What is not fair is that two lovely teens had to endure such a hard life. I know, this happens. Shit happens to everybody, in different aspects and intensity. It hurts, and there's no thermometer to measure any kind of pain. However, in this love story between two sick teen, the unfairness is what overwhelms me every time. 

I cry in different parts in each of the times I see it - however, it's sure that I'll cry at the swing set scene every time. Today, it was specially intense in the lovemaking scene. What was supposed to make me happier, let me down hard. And, again, I thought that the lack of fairness is what makes me so sad. The lack of time to live what it could have been a fulfilling life.

One point I want to highlight today. At the time the movie was released, some critics said that the Gus' character is not credible, not real. He would be too nice, too funny, too shallow, not deep enough . And despite the fact that the movie lessens some of his depth, Gus is still a strong character for me. At some point, he says that he endured a year of torture and the loss of his leg. I think that a person, specially a young one, that got throught such a dificult period in his life, learns there is another way to react to things and be with people. And I think Gus is like a compendium of this matter. And in being like this, he is admirable, not weak or silly.

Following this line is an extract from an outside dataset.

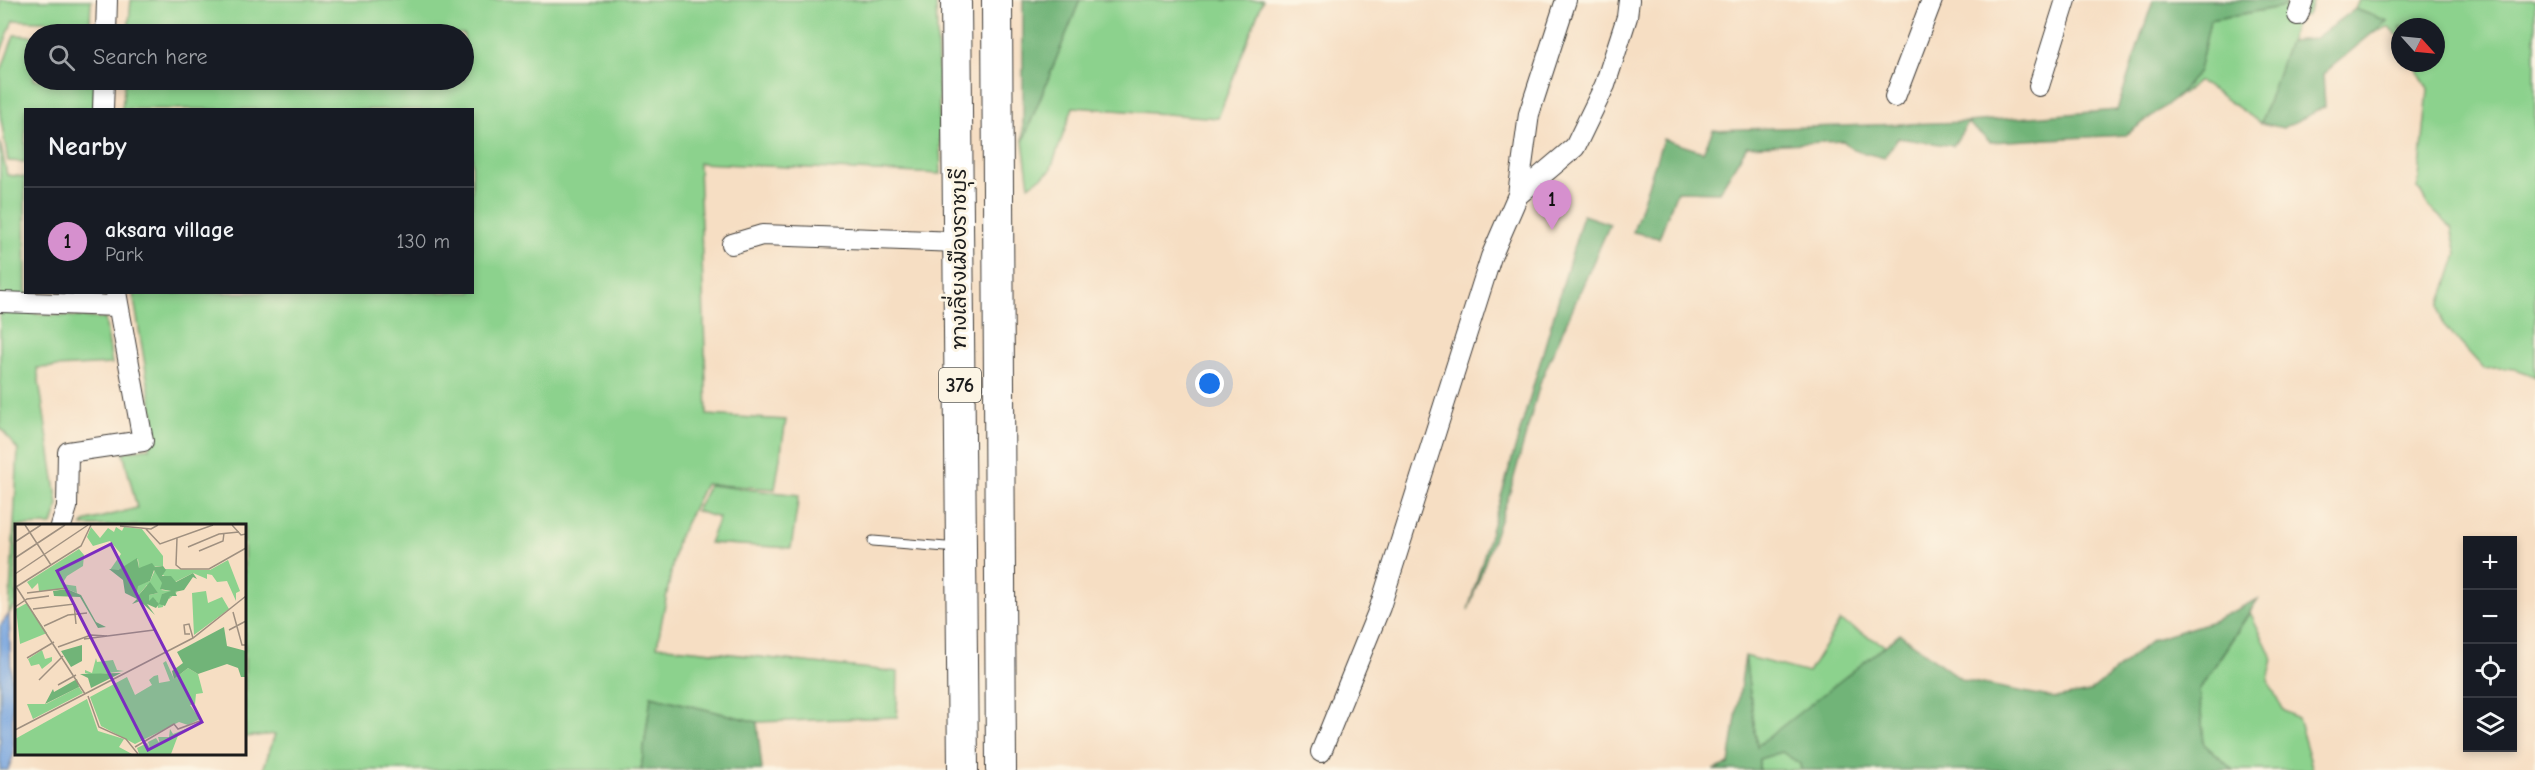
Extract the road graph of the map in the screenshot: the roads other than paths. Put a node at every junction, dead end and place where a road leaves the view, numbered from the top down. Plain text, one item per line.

I've been talking about this story for so long now that everything that I write in here sounds old to  me. Yet is still important to say how good an adaptation this movie is, with great and honest authors, a good direction and a cool soundtrack (except the Ed Sheeran song and that one about angels, both awful, sorry), even if there are many aspects that are not well sustained in the movie as in the book - what is usual in adaptations. The main aspect is that the story is there, and so are the carachters, and it is much of an achievement in adapting a book to the cinema. 

Another thing that I love in TFIOS is how it emphasises how fiction is a part of our lives. Surrounded by people that love her, the protagonist, Hazel Grace, finds understanding in a book. Nothing is able to relate to her and what she endures in the cancer treatments as a book called An Imperial Affliction. What is sintomatic is that TFIOS is important to some many people for the same reason. And the reader can relate to that. I did, despite being an adult in front of a young adults book/movie. It could understand me in ways that some of my closest friends are not able to do every time that life gets so hard (and I have amazing friends!). That is the beauty of fiction, whatever its medium: it seems so distant of real life, but it is ingrained in reality. In more ways that we are aware of. 


The Fault in Our Stars. Directed by Josh Boone. With: Shailene Woodley, Ansel Elgort, Nat Wolff, Laura Dern. Writer: Scott Neustadter and Mchael H. Weber from the book by John Green. US, 2014, 126 min., Dolby/Dolby Digital/SDDS/Datasat, Color (Cable TV). 





PS: At 2013, in a teaching internship, I proposed to adapt a scene from a book to a video, in an exercise of experiencing differentes ways of telling a story in order to understand how strongly fiction is a way to build subjectivity. The experience was great, the video is pretty good for starters, but I'm not allowed to show it here. Instead, I'll attach to this post two videos from youtube that inspired me to create the experience in class with the students, before the TFIOS movie was even produced. The first one is a great adaptation of this part on the book, better than the movie actually (there is a deleted scene in the extended version that make up for this fault in the film).





video


PPS: Behind the scene videos:






PPPS: Fragments: Nebraska, 2013 (How I love this movie...); Stranded in Paradise (a silly tv production) and Thor: The Dark World (I didn't disconnect myself from Tom Hiddleston's Adam yet, even if Loki is really great...).